Les bons et les mauvais coups du budget fédéral

Une mesure du budget fédéral fait l’unanimité: l’élimination du sou noir. Si d’autres aspects sont accueillis favorablement, certaines mesures annoncées hier sont décriées avec force. C’est une question de perspective et de valeurs.

Le budget dévoilé hier à Ottawa est le premier véritable budget de l’administration Harper. Les six premiers avaient dû être négociés avec les partis d’opposition, minorité obligeant, et le projet du troisième budget avait failli faire tomber le gouvernement Harper.

Finalement, les compressions annoncées jeudi, de l’ordre de
5,2 milliards $, sont importantes, mais elles ne sont pas aussi dramatiques qu’un des scénarios qui avait été évoqué, c’est-à-dire des compressions qui auraient pu atteindre 8 milliards $.

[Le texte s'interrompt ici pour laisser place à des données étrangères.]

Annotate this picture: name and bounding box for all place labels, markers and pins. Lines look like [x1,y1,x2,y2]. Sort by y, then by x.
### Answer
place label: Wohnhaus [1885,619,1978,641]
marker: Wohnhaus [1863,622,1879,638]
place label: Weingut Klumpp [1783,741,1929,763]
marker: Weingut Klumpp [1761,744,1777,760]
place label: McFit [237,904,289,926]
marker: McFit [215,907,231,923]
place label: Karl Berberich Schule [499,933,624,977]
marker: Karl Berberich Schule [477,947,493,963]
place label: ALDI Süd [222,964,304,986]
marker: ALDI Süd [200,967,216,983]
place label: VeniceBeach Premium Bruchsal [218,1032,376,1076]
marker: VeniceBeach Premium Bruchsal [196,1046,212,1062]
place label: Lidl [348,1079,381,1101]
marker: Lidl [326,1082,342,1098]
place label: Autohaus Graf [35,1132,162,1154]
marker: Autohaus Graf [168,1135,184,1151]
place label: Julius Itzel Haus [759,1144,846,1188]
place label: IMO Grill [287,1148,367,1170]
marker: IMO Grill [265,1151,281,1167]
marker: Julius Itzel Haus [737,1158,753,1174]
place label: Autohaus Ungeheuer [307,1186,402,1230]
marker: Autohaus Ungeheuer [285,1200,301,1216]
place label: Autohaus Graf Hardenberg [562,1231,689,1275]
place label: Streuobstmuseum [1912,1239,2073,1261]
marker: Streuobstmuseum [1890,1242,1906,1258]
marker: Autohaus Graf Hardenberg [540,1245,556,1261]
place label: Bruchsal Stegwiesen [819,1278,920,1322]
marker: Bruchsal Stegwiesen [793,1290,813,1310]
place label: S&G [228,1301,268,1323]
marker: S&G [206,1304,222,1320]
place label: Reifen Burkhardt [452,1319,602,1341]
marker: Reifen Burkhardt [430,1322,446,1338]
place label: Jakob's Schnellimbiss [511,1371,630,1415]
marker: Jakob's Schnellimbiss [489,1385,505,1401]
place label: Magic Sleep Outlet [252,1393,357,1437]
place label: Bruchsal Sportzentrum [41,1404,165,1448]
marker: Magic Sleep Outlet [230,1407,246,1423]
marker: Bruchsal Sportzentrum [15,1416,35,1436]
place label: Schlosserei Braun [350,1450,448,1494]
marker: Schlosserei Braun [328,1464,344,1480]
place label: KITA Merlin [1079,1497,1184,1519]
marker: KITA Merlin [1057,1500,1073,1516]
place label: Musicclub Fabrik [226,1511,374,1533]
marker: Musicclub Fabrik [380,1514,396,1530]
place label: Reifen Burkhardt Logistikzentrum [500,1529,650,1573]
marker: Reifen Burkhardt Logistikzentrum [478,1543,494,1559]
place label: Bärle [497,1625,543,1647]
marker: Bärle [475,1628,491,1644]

La fin de la mission de combat en Afghanistan permet à Ottawa de retrancher un peu plus de 1 milliard $ au budget de la Défense. Le ministère de la Sécurité publique fait face à des compressions de 688 millions $. Par conséquent, la construction de nouveaux pénitenciers, pour accommoder tous ces petits criminels que l’adoption du projet de loi C-10 aura comme conséquence de garder plus longtemps à l’ombre, est retardée. Les établissements carcéraux seront donc plus encombrés et plus insalubres…

Le secteur privé accueille bien le gel des cotisations à la caisse de l’assurance-emploi, et les chômeurs devraient aussi voir d’un bon œil le maintien de projets pilotes qui leur donnent plus de temps pour réintégrer un emploi.

La mesure appréhendée qui fera passer l’âge de la retraite de 65 à 67 ans se fera très graduellement. Elle ne touchera pas les personnes nées avant 1958, mais les plus jeunes devront être plus prévoyants, puisqu’à partir de 2023 l’admis­sibilité à la Sécurité de la vieillesse sera retardée graduel­le­ment, pour passer à 67 ans en 2029.

Un investissement de 1 milliard $ dans la recherche et l’innovation réjouira davantage le monde des affaires que le monde universitaire: le gouvernement fédéral privilégiera la recherche et l’innovation dans les universités lorsqu’elle est liée aux besoins du secteur privé et, selon toutes apparences, au détriment de la recherche fondamentale. Une centaine de millions seront consacrés à la recherche sur l’énergie atomique, dont une bonne partie visera à réduire l’enrichissement du plutonium dans la fabrication des isotopes médicaux, à la demande de la communauté mondiale.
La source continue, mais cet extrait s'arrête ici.